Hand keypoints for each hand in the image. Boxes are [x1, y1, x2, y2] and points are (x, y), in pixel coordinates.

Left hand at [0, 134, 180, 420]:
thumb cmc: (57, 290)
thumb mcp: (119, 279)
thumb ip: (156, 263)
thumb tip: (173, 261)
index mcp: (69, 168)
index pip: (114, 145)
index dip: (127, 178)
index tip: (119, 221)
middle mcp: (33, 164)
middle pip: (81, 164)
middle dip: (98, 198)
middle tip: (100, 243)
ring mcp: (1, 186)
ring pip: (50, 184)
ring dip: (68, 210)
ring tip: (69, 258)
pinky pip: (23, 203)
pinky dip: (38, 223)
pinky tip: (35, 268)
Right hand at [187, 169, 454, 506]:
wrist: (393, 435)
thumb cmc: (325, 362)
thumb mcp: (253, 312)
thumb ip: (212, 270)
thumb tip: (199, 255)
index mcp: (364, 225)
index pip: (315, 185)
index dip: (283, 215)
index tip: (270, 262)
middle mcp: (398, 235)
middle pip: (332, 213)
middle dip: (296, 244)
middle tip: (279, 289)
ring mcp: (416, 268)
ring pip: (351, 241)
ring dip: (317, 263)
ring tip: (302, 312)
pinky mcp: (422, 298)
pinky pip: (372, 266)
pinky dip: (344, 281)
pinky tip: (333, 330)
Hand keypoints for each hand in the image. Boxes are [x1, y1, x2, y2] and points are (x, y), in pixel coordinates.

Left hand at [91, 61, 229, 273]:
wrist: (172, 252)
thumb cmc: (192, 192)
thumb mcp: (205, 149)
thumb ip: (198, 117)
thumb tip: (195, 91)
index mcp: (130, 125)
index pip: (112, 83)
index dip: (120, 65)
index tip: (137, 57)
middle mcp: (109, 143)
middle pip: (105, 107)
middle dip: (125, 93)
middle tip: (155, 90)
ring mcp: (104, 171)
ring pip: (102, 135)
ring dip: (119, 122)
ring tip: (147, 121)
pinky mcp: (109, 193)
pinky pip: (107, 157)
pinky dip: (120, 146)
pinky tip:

> _Directions for this task_: One number and nothing else is the answer: how many lines of the material include "middle".

> _Answer space_: 12